The Japanese stock market cruised to a 7 year high, then plummets into a recession. Isn't that appropriate? Abenomics has been great for the stock market since November of 2012. While it was supposed to help the economy... the people who pay taxes and work their asses off for pennies on the Yen, yet it looks like it's done very little for anyone who doesn't own stocks. I guess the good thing for the central banks is they can keep utilizing failed policy forever without any significant consequences..... right? .....yeah.... exactly.
But lets look on the bright side... every recession looks a lot better when stocks are soaring to new highs.
With stock markets around the world rallying to record levels.... is there really a recession somewhere? Surely tonight's Japanese GDP figure was just a fat finger by some statistician?
What will be even more stunning....wink wink.... is when the stock market in the U.S. opens for trade tomorrow and promptly gets bought like the entire world had a 20% off Bed Bath and Beyond Coupon.
As I type stock futures are down .45%. If I had a nickel for every time I said "Each dip since March 2009 has been a great buying opportunity" I might be able to afford a QB coach for Mark Sanchez.
Recessions are no match for central banks who will back stop every dip... which is why they need to be bought.... and which is why this will all end very badly down the road.
The question is do you want to fight the central banks and be broke when the short opportunity of a lifetime presents itself? I didn't think so.
Japanese shares tumbled with U.S. index futures and sovereign bonds rallied after the world’s third-largest economy unexpectedly entered recession. Chinese shares fluctuated and the yuan gained as a link between Hong Kong and Shanghaibegan, while New Zealand’s dollar advanced.
Japan’s Topix index dropped 2 percent by 1:01 p.m. in Tokyo as gross domestic product shrank 1.6 percent last quarter from a year before, missing projections for a 2.2 percent gain. Standard & Poor’s 500 Index (SPX) futures slid 0.4 percent and the MSCI Asia Pacific Index lost 0.7 percent. The Hang Seng Index declined 0.5 percent and the yuan strengthened. The yield on 10-year Japanese bonds fell one basis point and Treasuries rose. The so-called kiwi added 0.7 percent.

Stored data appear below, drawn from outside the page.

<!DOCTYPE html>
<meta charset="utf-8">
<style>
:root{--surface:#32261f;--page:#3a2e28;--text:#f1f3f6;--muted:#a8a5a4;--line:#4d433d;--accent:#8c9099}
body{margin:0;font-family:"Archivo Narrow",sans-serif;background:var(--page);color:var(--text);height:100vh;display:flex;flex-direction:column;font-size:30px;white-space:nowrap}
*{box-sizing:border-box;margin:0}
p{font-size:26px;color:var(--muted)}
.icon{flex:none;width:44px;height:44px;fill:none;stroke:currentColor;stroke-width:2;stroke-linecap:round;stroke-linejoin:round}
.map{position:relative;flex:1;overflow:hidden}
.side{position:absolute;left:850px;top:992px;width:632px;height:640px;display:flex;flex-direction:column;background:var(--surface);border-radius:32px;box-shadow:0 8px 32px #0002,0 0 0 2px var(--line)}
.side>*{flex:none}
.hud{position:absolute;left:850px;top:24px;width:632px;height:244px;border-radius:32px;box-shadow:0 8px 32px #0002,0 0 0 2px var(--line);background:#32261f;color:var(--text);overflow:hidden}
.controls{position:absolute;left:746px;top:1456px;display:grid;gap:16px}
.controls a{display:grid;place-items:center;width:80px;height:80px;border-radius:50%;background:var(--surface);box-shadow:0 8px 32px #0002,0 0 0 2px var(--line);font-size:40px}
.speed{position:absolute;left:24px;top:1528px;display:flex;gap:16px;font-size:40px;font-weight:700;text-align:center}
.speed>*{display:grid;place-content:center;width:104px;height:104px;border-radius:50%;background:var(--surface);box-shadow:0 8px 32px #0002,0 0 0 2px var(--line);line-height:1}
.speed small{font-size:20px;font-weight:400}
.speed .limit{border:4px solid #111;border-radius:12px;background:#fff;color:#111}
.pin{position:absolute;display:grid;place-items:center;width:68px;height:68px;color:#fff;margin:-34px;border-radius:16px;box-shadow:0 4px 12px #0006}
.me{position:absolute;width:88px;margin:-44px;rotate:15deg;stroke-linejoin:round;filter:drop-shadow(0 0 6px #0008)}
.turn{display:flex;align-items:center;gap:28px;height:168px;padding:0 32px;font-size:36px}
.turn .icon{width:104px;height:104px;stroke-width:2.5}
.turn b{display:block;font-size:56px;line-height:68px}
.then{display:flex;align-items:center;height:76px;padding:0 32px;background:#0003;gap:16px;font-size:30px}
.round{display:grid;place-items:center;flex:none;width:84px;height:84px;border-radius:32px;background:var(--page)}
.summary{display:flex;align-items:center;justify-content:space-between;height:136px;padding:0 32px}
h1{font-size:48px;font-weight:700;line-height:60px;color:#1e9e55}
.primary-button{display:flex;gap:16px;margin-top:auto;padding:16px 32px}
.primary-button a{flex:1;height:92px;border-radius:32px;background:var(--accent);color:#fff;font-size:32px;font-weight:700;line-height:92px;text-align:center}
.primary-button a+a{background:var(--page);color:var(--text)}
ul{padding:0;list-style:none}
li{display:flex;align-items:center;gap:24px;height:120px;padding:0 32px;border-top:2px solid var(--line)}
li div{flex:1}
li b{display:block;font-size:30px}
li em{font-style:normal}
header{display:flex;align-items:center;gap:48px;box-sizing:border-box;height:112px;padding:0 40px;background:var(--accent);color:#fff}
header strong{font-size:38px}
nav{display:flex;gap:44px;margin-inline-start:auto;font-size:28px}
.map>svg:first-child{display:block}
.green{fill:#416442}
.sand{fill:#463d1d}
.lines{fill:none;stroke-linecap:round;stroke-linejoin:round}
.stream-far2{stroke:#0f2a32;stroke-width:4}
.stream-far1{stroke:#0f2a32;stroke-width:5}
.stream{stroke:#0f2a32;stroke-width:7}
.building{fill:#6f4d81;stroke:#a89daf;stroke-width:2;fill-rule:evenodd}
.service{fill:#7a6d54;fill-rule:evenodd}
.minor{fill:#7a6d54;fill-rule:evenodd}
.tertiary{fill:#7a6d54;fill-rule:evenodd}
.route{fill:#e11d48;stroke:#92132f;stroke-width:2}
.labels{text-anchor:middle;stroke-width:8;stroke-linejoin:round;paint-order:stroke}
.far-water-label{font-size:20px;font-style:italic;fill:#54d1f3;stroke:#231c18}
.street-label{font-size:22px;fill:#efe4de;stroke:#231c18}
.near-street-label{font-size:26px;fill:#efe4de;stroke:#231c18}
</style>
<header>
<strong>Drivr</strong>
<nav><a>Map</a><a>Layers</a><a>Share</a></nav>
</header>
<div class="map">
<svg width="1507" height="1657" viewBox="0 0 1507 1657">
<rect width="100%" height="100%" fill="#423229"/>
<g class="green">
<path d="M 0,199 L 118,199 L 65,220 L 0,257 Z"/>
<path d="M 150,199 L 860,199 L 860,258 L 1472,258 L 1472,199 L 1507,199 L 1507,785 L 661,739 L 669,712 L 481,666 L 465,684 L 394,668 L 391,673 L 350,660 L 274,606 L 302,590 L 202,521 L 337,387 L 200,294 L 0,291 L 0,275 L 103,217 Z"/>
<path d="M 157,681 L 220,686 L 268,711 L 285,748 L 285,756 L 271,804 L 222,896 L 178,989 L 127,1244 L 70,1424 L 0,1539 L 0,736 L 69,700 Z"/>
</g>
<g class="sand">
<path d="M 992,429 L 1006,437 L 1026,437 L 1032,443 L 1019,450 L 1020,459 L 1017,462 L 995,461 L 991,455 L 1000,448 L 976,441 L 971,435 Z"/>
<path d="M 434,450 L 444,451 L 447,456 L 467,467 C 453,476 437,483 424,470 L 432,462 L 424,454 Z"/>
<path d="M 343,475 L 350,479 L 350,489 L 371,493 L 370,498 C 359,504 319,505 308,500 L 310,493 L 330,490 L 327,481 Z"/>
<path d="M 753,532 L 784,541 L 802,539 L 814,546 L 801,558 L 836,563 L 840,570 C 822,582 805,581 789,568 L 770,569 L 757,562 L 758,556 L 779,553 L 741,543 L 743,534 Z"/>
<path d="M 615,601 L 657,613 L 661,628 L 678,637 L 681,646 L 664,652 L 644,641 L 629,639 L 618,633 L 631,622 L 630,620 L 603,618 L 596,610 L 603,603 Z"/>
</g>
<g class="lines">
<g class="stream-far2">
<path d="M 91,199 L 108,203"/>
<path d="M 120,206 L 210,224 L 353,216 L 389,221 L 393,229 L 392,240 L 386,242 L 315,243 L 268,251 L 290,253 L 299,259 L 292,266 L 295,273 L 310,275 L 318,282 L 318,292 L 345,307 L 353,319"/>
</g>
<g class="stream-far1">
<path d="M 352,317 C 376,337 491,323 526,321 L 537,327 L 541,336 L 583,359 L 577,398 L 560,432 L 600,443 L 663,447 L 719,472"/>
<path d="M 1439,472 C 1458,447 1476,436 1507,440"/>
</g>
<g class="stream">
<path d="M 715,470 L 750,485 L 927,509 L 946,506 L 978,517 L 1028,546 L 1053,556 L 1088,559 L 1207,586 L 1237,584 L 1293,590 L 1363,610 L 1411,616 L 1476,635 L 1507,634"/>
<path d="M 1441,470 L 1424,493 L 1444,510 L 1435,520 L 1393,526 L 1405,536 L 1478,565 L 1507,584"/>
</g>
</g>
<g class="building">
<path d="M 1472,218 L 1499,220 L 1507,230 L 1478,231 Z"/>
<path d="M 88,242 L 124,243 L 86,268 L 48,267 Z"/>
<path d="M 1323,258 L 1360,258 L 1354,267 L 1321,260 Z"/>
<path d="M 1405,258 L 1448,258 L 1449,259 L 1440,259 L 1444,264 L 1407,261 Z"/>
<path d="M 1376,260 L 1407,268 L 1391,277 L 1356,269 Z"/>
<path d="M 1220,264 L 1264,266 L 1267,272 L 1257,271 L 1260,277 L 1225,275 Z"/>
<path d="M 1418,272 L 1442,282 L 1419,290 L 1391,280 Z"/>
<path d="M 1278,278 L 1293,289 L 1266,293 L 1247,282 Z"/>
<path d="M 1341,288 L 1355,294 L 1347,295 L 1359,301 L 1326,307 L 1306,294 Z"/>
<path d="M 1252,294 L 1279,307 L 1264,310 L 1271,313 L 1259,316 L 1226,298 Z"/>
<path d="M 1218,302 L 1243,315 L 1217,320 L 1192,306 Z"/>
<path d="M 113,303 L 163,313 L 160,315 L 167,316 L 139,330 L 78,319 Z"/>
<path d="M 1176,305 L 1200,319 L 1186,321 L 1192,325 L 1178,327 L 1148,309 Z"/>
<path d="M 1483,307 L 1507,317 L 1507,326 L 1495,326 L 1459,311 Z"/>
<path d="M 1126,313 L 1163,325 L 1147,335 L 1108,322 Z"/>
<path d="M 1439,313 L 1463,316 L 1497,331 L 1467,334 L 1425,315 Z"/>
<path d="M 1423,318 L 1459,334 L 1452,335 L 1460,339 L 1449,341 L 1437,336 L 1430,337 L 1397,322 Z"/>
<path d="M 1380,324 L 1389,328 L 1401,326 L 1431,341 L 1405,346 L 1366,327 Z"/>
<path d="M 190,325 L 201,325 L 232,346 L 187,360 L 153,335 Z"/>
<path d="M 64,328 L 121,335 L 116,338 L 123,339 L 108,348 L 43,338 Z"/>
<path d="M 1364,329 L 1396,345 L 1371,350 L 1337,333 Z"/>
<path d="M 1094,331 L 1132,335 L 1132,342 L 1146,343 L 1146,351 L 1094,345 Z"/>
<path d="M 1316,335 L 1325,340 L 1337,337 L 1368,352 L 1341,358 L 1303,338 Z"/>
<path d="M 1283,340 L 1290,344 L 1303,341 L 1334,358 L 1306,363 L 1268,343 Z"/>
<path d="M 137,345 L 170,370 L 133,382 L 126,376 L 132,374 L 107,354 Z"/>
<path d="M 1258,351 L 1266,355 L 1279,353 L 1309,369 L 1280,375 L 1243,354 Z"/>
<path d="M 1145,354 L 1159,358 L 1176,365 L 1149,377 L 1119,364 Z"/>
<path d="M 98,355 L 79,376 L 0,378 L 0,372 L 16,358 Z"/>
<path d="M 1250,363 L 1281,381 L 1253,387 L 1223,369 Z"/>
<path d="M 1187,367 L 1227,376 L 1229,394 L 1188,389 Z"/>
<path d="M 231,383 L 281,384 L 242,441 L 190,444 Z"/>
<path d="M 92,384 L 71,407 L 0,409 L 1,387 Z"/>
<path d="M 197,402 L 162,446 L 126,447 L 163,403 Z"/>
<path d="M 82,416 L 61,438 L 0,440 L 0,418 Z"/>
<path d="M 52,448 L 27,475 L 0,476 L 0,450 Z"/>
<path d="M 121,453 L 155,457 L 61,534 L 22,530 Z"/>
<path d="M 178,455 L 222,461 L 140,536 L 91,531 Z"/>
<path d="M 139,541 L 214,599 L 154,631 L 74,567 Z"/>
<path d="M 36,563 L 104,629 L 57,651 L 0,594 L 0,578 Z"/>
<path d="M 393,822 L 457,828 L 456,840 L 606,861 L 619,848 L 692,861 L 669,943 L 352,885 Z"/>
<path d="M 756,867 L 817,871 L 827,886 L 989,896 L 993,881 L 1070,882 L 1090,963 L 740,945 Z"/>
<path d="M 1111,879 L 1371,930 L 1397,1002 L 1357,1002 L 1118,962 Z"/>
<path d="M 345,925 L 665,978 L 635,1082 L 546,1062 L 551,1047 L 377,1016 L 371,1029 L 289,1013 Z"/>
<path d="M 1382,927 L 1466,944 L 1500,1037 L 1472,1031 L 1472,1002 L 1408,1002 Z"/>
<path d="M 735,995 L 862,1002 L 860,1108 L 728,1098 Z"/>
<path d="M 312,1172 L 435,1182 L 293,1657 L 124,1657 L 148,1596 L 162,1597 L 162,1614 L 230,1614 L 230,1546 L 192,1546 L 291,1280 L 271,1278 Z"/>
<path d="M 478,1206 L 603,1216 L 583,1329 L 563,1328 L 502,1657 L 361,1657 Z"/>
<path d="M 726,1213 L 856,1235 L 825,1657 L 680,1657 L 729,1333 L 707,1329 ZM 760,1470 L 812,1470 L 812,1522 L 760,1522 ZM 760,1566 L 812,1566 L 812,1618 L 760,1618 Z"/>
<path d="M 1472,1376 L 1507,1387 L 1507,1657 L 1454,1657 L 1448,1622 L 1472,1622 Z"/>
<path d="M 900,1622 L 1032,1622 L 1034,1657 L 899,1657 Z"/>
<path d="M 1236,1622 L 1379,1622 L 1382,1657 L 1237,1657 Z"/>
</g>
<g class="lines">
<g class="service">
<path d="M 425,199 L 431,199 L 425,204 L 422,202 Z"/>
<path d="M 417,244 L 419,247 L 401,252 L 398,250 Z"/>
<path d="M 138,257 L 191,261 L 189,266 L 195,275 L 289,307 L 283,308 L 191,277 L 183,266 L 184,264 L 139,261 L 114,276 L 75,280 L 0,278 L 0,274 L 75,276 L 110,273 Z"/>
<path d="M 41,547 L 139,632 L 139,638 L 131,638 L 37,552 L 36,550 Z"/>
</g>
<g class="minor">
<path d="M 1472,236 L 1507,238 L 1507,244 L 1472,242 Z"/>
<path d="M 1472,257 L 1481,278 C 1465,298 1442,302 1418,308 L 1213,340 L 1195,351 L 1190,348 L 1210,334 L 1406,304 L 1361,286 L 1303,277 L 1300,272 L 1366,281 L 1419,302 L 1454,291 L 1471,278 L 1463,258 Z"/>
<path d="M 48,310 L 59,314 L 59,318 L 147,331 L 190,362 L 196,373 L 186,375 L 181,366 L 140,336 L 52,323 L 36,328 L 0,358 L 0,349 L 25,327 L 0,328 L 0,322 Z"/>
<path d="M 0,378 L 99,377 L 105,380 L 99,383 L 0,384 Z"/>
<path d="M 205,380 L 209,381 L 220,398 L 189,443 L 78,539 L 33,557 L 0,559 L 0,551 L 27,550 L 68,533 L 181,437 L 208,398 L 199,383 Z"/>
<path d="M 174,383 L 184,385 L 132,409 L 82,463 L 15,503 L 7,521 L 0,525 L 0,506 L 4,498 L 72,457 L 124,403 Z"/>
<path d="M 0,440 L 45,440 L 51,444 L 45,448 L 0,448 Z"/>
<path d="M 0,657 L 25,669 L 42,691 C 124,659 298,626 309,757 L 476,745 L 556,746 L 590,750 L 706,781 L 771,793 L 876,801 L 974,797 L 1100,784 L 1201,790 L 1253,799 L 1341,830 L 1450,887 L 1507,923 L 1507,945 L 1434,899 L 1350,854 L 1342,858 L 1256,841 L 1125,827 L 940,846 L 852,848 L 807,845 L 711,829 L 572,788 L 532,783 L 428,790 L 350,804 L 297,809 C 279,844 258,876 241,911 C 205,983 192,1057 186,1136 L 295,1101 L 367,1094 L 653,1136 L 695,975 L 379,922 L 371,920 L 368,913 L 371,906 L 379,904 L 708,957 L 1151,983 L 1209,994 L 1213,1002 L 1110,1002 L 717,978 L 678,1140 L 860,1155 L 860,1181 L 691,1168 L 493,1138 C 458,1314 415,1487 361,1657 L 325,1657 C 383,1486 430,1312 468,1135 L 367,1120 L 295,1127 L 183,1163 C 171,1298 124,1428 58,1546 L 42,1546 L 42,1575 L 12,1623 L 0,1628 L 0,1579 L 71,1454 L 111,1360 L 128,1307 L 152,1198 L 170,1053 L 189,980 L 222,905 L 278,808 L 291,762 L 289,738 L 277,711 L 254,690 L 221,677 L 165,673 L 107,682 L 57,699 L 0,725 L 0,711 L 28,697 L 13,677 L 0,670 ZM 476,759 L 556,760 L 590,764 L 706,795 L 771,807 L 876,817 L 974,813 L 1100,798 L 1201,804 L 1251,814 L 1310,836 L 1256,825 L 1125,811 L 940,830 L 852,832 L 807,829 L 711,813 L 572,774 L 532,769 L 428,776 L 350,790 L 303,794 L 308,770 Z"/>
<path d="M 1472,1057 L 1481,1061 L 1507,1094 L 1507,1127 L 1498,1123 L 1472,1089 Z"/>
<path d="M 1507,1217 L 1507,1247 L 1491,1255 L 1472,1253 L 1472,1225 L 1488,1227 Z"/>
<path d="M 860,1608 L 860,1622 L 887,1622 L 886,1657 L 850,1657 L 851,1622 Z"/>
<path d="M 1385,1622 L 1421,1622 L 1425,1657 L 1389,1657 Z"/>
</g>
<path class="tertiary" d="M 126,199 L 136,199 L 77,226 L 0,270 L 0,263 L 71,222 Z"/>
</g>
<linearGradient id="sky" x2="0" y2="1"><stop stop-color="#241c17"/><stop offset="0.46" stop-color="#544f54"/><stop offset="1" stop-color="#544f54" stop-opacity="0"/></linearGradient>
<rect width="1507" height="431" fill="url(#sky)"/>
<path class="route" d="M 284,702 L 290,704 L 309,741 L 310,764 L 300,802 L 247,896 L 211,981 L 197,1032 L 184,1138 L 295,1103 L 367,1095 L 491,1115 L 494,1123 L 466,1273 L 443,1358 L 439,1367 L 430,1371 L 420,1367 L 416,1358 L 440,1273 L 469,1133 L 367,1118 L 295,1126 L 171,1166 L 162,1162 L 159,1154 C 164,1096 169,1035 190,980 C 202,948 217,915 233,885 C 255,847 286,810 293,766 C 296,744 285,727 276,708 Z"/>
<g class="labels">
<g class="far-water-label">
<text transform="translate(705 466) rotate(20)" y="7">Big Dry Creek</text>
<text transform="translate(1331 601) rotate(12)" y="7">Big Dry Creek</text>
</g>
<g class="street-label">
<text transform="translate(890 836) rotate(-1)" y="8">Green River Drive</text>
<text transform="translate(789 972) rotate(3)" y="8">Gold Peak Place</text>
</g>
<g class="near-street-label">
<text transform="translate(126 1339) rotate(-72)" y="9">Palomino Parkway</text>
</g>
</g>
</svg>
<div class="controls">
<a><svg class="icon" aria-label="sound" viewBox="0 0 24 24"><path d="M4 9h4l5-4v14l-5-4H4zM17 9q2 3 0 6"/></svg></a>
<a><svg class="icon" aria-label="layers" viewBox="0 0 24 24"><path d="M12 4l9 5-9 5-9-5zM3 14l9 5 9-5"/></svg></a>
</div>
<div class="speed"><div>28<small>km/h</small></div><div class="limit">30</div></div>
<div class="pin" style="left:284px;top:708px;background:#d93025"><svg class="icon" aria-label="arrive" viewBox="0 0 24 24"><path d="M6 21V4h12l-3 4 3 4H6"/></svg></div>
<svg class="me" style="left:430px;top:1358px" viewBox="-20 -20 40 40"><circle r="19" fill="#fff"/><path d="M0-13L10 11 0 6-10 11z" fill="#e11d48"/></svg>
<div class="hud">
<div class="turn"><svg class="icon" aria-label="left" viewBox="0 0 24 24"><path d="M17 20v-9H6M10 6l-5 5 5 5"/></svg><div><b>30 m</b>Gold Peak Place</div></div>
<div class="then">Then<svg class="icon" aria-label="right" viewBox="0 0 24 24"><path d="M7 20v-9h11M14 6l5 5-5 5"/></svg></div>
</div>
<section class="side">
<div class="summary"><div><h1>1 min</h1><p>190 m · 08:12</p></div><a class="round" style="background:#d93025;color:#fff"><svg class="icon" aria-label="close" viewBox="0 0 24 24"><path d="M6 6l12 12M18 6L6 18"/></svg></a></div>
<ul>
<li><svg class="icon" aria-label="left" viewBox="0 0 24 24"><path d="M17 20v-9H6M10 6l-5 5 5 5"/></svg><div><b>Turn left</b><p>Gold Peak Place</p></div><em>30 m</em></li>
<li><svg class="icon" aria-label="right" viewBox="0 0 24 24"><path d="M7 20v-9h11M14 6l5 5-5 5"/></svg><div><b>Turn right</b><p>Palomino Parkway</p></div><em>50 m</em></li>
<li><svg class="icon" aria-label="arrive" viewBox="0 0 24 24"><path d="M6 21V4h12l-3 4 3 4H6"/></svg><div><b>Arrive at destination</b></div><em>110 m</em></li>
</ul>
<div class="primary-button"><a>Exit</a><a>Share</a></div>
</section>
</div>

Japan’s yen rebounded after touching the lowest level since 2007 amid speculation the GDP miss will prompt Prime Minister Shinzo Abe to postpone a planned sales-tax increase. As investors gain mutual access to China’s biggest stock-trading venues for the first time, the country’s banks reported the biggest jump in bad loans last quarter since 2005. Weaker outlooks in the world’s second- and third-largest economies underscore the challenge for Group of 20 leaders who agreed at the weekend to boost member output by a collective $2 trillion by 2018.
“It’s official, Japan is now in recession,” Jesper Koll, the head of Japan equity research in Tokyo at JPMorgan Chase & Co., said in a Bloomberg TV interview. “The prime minister in all likelihood is going to say, look, we’re going to reduce the likelihood of Japan falling into recession again next year by taking away the VAT hike. Vote for me, endorse me, to stick through with this policy.”
Japan’s second straight drop in GDP, matching the textbook definition of a recession, followed a 7.1 percent contraction in the second quarter that coincided with an increase in the national sales tax from 5 percent to 8 percent. Unadjusted for price changes, the economy contracted an annualized 3 percent in the three months through Sept. 30, the Cabinet Office said. Japanese stocks slumped.
Just one of the 33 industry groups on the Topix climbed today. The Nikkei 225 Stock Average retreated 2.4 percent.
U.S. equity index futures are signaling declines after the S&P 500 closed at a record 2,039.82 on Nov. 14. The new high masked the smallest market moves since 1979 as the 9.5 percent rally from October’s low ground almost to a halt.
Contracts on the Dow Jones Industrial Average weakened 0.4 percent and those on the Nasdaq 100 Index slipped 0.3 percent.
U.S. 10-year yields declined four basis points to 2.28 percent, according to Bloomberg Bond Trader data. The price of the 2.25 percent security due November 2024 advanced 11/32, or $3.44 per $1,000 face amount, to 99 22/32. A basis point is 0.01 percentage point.